• THE TASK
Every line of the data below is to be retyped exactly.

Saved data entries:
================
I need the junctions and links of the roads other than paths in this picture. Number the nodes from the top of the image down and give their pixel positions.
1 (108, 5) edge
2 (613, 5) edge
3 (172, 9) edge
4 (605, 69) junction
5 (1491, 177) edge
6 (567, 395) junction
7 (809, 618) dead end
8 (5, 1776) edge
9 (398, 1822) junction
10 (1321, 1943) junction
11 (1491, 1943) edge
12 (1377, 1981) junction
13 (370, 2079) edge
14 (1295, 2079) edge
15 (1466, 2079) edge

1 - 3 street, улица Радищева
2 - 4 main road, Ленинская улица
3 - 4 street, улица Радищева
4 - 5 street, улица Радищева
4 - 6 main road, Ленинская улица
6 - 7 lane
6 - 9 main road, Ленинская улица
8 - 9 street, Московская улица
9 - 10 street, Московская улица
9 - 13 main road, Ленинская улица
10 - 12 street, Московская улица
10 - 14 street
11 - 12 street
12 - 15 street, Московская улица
================
• RESPONSE TO THIS TASK
I need the junctions and links of the roads other than paths in this picture. Number the nodes from the top of the image down and give their pixel positions.
1 (108, 5) edge
2 (613, 5) edge
3 (172, 9) edge
4 (605, 69) junction
5 (1491, 177) edge
6 (567, 395) junction
7 (809, 618) dead end
8 (5, 1776) edge
9 (398, 1822) junction
10 (1321, 1943) junction
11 (1491, 1943) edge
12 (1377, 1981) junction
13 (370, 2079) edge
14 (1295, 2079) edge
15 (1466, 2079) edge

1 - 3 street, улица Радищева
2 - 4 main road, Ленинская улица
3 - 4 street, улица Радищева
4 - 5 street, улица Радищева
4 - 6 main road, Ленинская улица
6 - 7 lane
6 - 9 main road, Ленинская улица
8 - 9 street, Московская улица
9 - 10 street, Московская улица
9 - 13 main road, Ленинская улица
10 - 12 street, Московская улица
10 - 14 street
11 - 12 street
12 - 15 street, Московская улица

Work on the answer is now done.